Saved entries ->
== == ==

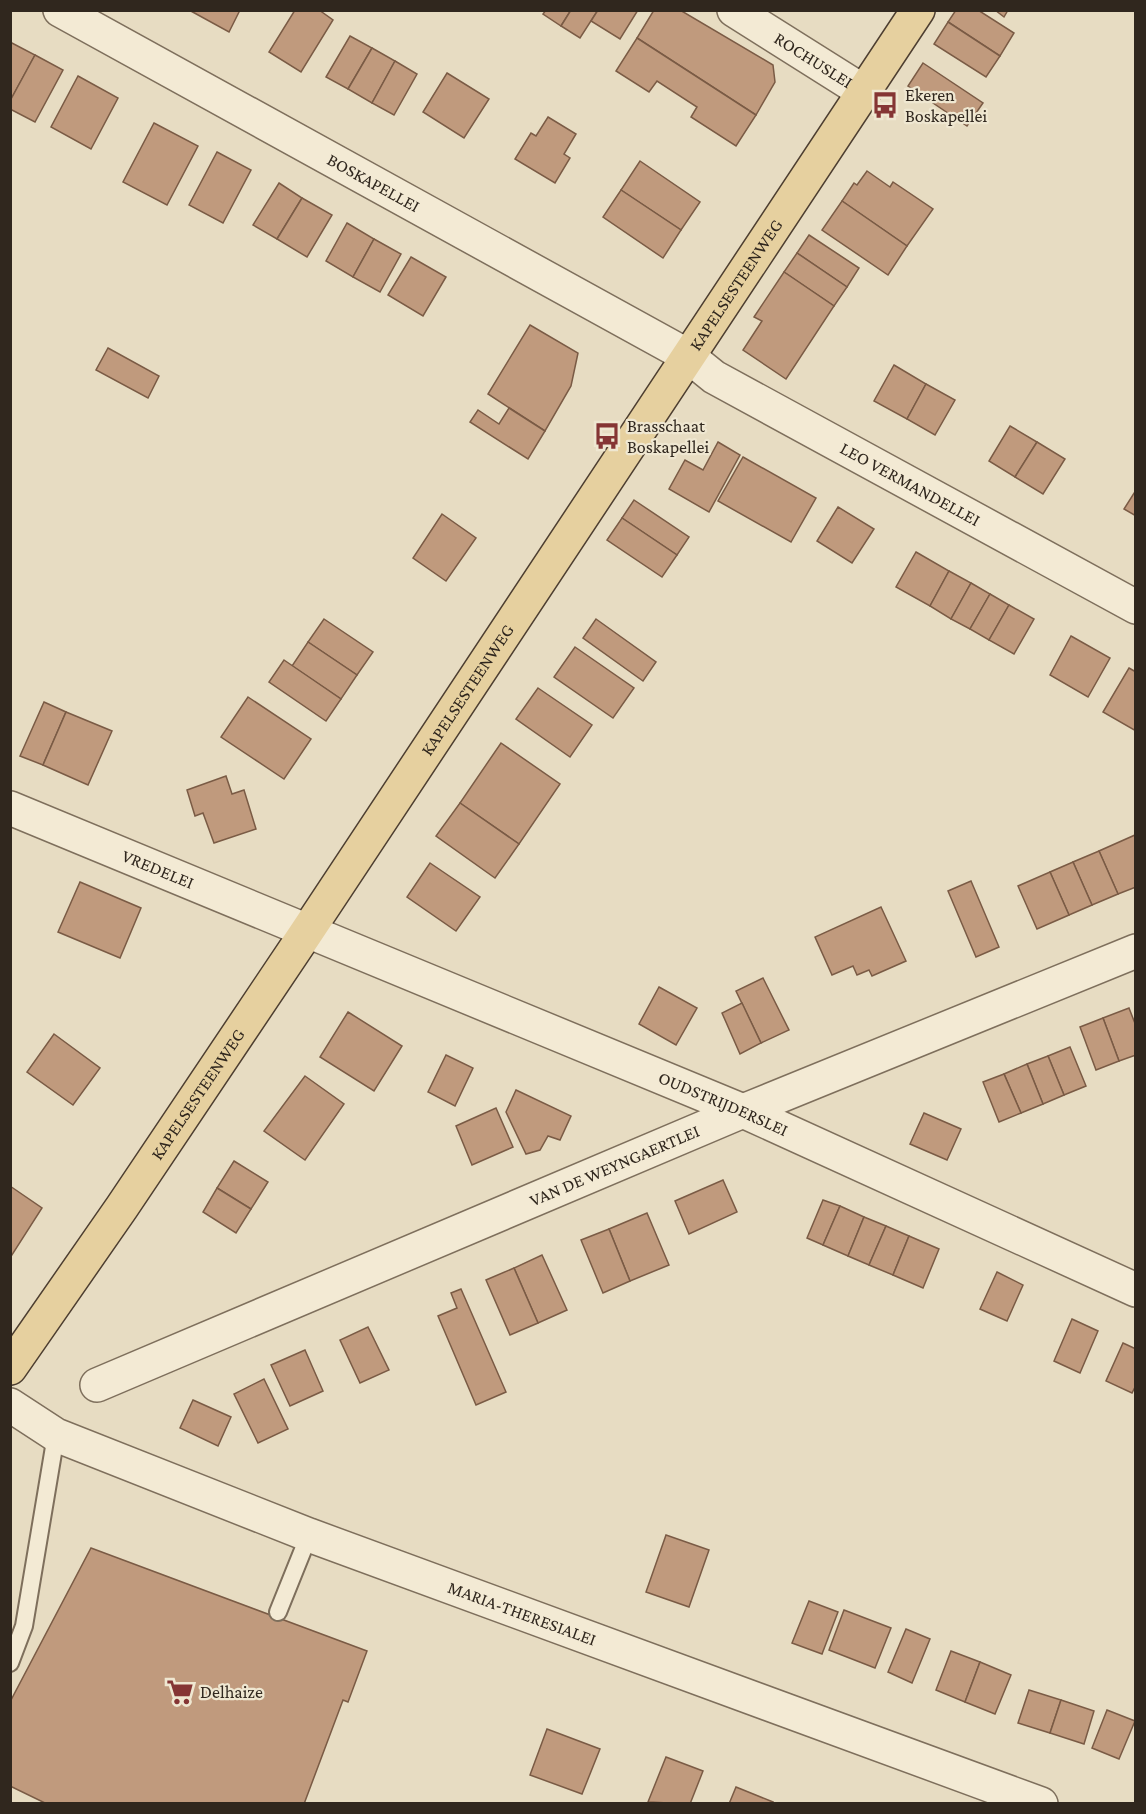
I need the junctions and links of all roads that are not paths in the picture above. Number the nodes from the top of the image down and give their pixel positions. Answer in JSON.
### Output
{"nodes":[{"id":1,"x":60,"y":10,"type":"edge"},
{"id":2,"x":734,"y":10,"type":"edge"},
{"id":3,"x":918,"y":10,"type":"edge"},
{"id":4,"x":864,"y":92,"type":"junction"},
{"id":5,"x":688,"y":356,"type":"junction"},
{"id":6,"x":1136,"y":607,"type":"edge"},
{"id":7,"x":10,"y":808,"type":"edge"},
{"id":8,"x":306,"y":933,"type":"junction"},
{"id":9,"x":1136,"y":951,"type":"edge"},
{"id":10,"x":743,"y":1111,"type":"junction"},
{"id":11,"x":1136,"y":1290,"type":"edge"},
{"id":12,"x":10,"y":1368,"type":"edge"},
{"id":13,"x":97,"y":1385,"type":"dead end"},
{"id":14,"x":10,"y":1406,"type":"edge"},
{"id":15,"x":56,"y":1435,"type":"junction"},
{"id":16,"x":309,"y":1534,"type":"junction"},
{"id":17,"x":278,"y":1612,"type":"dead end"},
{"id":18,"x":10,"y":1663,"type":"edge"},
{"id":19,"x":1041,"y":1803,"type":"edge"}],
"edges":[{"from":1,"to":5,"type":"street","name":"BOSKAPELLEI"},
{"from":2,"to":4,"type":"street","name":"ROCHUSLEI"},
{"from":3,"to":4,"type":"main road","name":"KAPELSESTEENWEG"},
{"from":4,"to":5,"type":"main road","name":"KAPELSESTEENWEG"},
{"from":5,"to":6,"type":"street","name":"LEO VERMANDELLEI"},
{"from":5,"to":8,"type":"main road","name":"KAPELSESTEENWEG"},
{"from":7,"to":8,"type":"street","name":"VREDELEI"},
{"from":8,"to":10,"type":"street","name":"OUDSTRIJDERSLEI"},
{"from":8,"to":12,"type":"main road","name":"KAPELSESTEENWEG"},
{"from":9,"to":10,"type":"street","name":"VAN DE WEYNGAERTLEI"},
{"from":10,"to":11,"type":"street","name":"OUDSTRIJDERSLEI"},
{"from":10,"to":13,"type":"street","name":"VAN DE WEYNGAERTLEI"},
{"from":14,"to":15,"type":"street","name":"MARIA-THERESIALEI"},
{"from":15,"to":16,"type":"street","name":"MARIA-THERESIALEI"},
{"from":15,"to":18,"type":"lane"},
{"from":16,"to":17,"type":"lane"},
{"from":16,"to":19,"type":"street","name":"MARIA-THERESIALEI"}]}
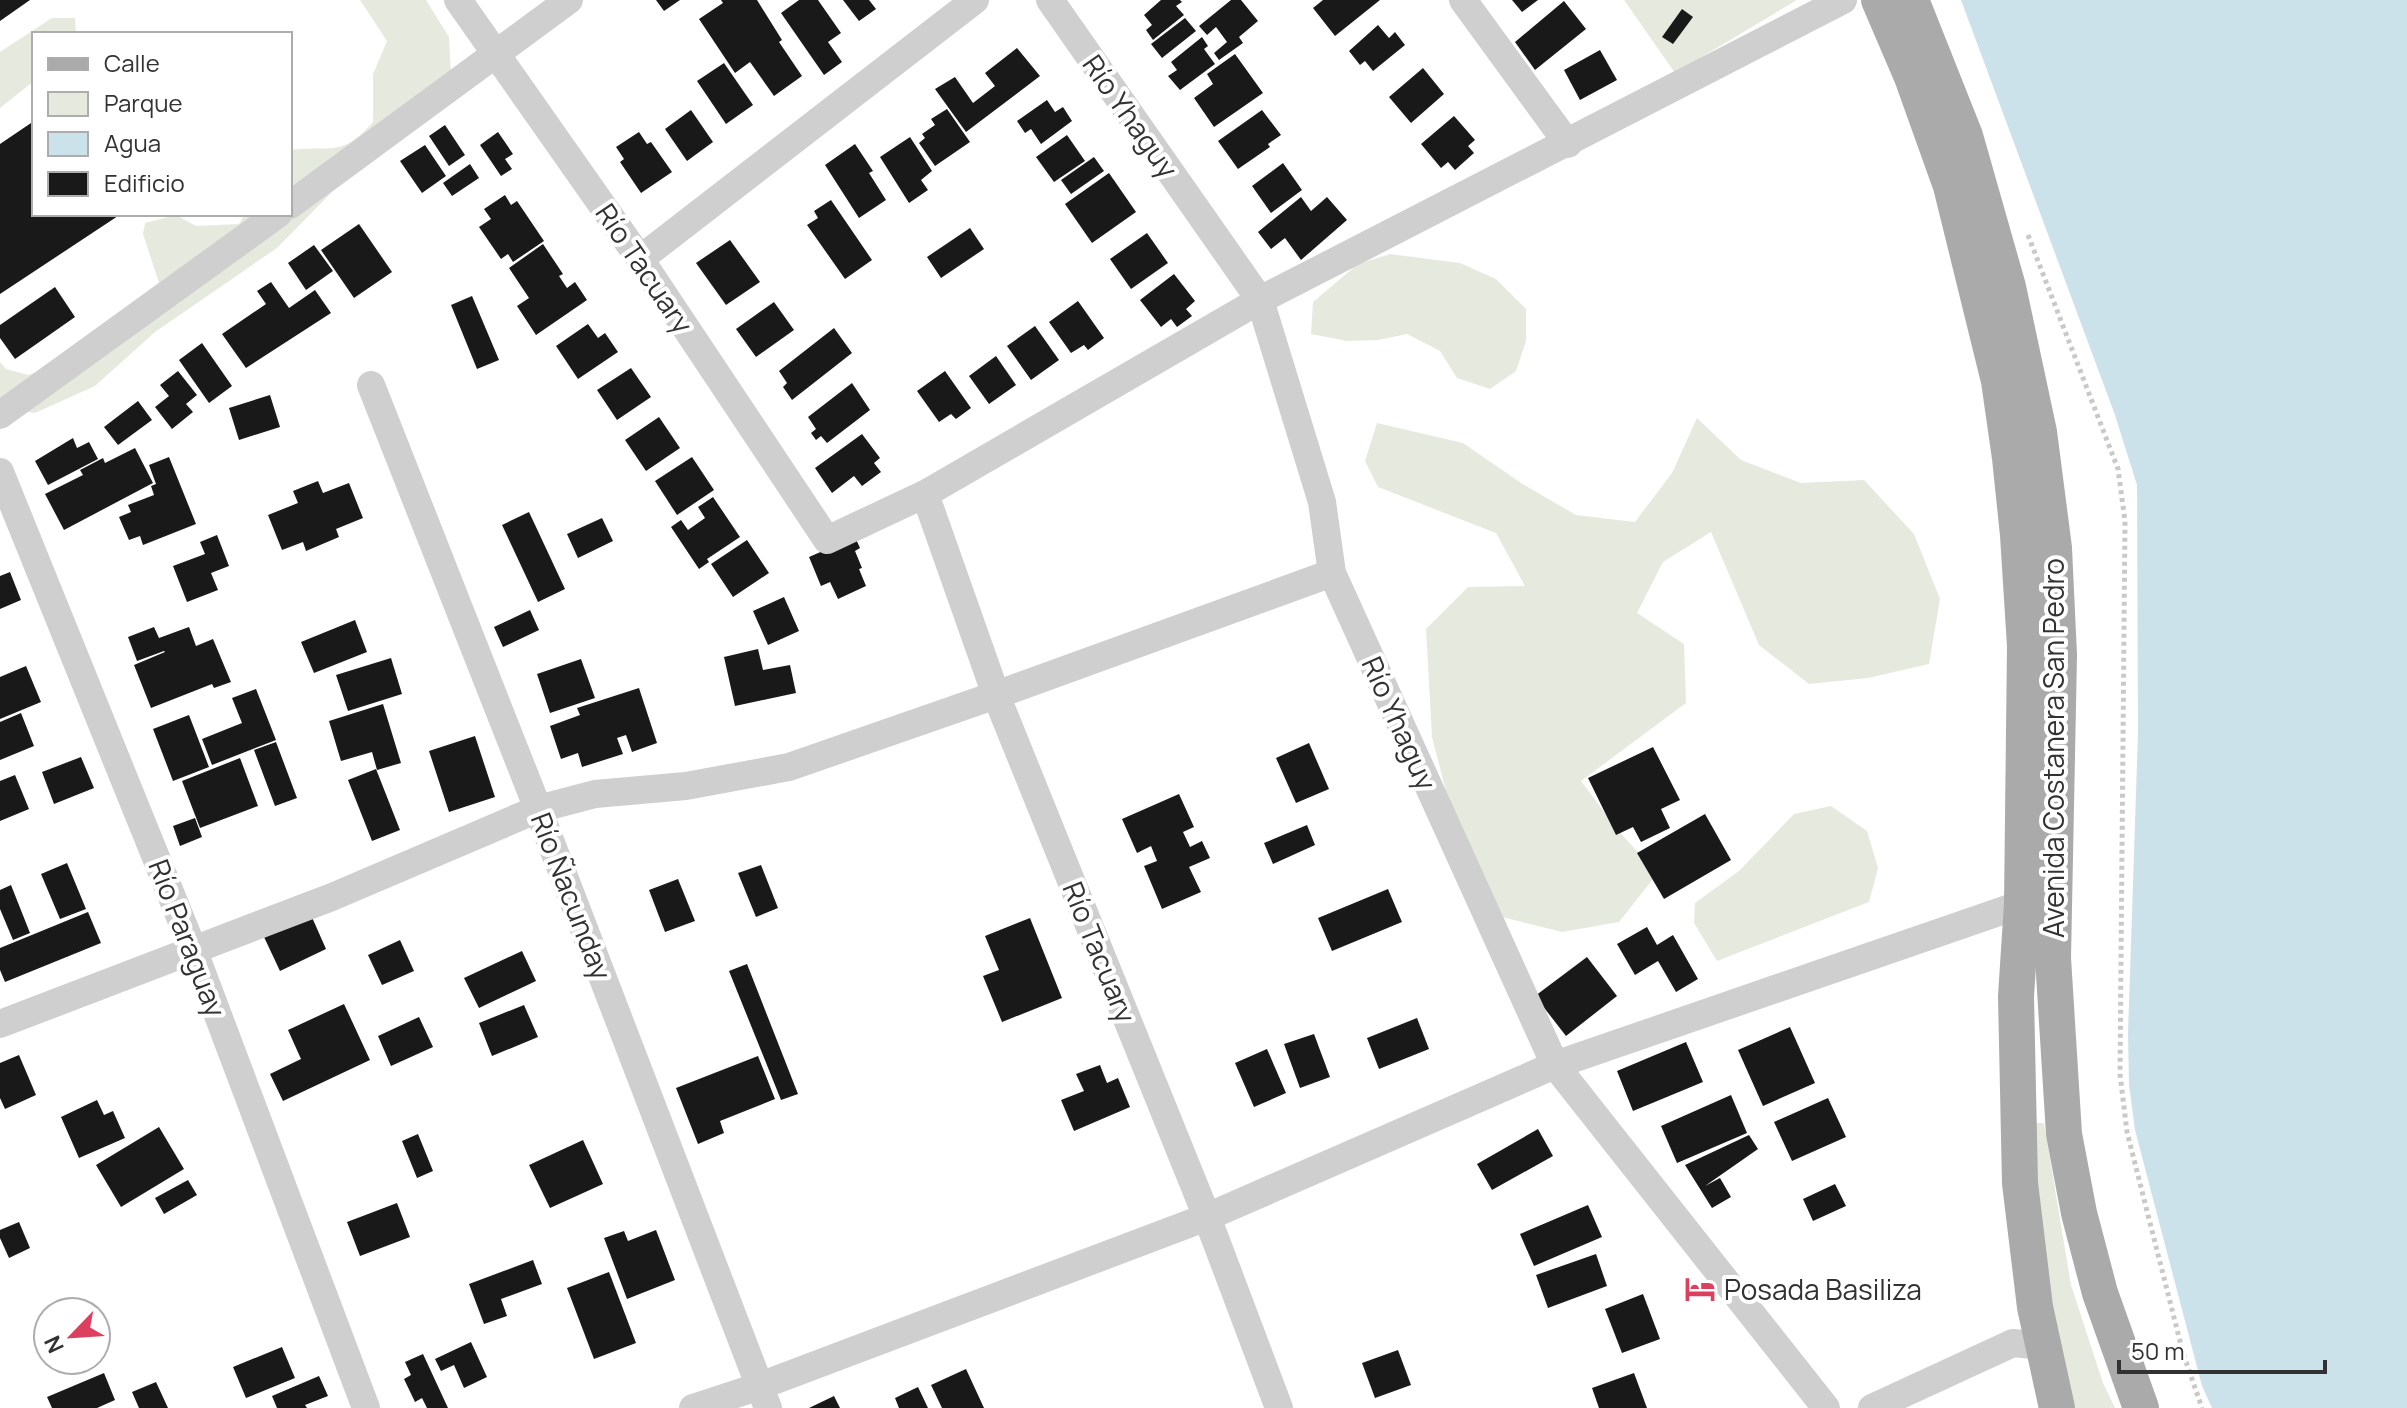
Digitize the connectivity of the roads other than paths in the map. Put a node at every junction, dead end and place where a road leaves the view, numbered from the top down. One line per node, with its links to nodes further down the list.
1 (458, 0): 9 (street, Río Tacuary)
2 (569, 0): 9 (street)
3 (975, 0): 13 (street)
4 (1050, 0): 14 (street, Río Yhaguy)
5 (1463, 0): 10 (street)
6 (1843, 0): 10 (street)
7 (1879, 0): 22 (main road, Avenida Costanera San Pedro)
8 (1911, 0): 35 (main road, Avenida Costanera San Pedro)
9 (495, 56): 11 (street); 13 (street, Río Tacuary)
10 (1568, 144): 14 (street)
11 (292, 204)
12 (275, 216): 16 (street)
13 (640, 259): 18 (street, Río Tacuary)
14 (1260, 300): 18 (street); 19 (street, Río Yhaguy)
15 (371, 385): 21 (street, Río Ñacunday)
16 (0, 415)
17 (0, 472): 23 (street, Río Paraguay)
18 (925, 494): 20 (street, Río Tacuary)
19 (1332, 573): 20 (street); 25 (street, Río Yhaguy)
20 (996, 695): 21 (street); 26 (street, Río Tacuary)
21 (538, 809): 23 (street); 28 (street, Río Ñacunday)
22 (2022, 904): 25 (street); 27 (main road, Avenida Costanera San Pedro)
23 (193, 949): 24 (street); 29 (street, Río Paraguay)
24 (0, 1024)
25 (1555, 1065): 26 (street); 32 (street, Río Yhaguy)
26 (1207, 1217): 28 (street); 31 (street, Río Tacuary)
27 (2042, 1346): 33 (street); 34 (main road, Avenida Costanera San Pedro)
28 (764, 1397): 30 (street)
29 (366, 1408)
30 (693, 1408)
31 (1279, 1408)
32 (1826, 1408)
33 (1872, 1408)
34 (2057, 1408)
35 (2141, 1408)

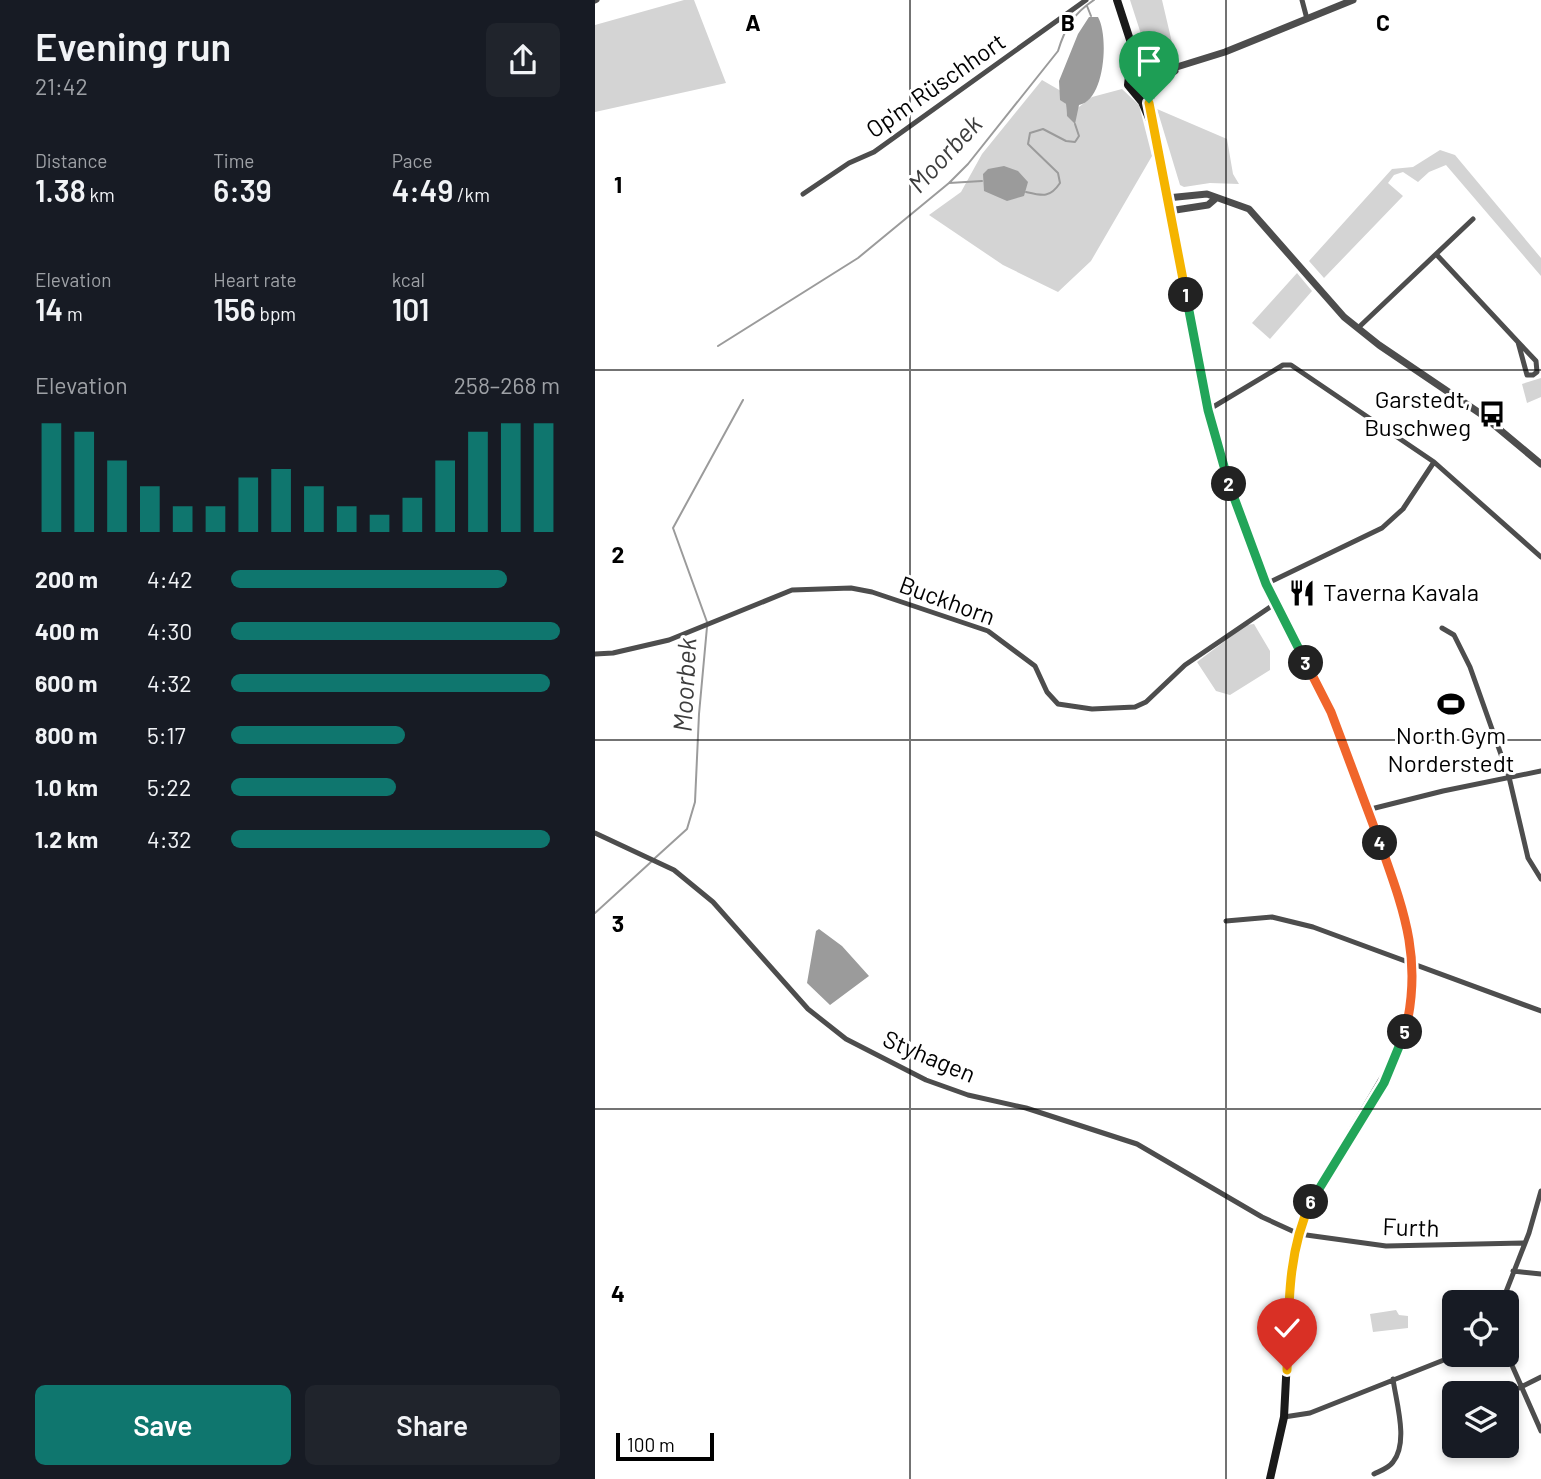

== == ==

What you are asked to do -> Scan the entries above for the word "WEYNGAERTLEI" and collect each line holding it.

Answer to this exercise ->
{"from":9,"to":10,"type":"street","name":"VAN DE WEYNGAERTLEI"},
{"from":10,"to":13,"type":"street","name":"VAN DE WEYNGAERTLEI"},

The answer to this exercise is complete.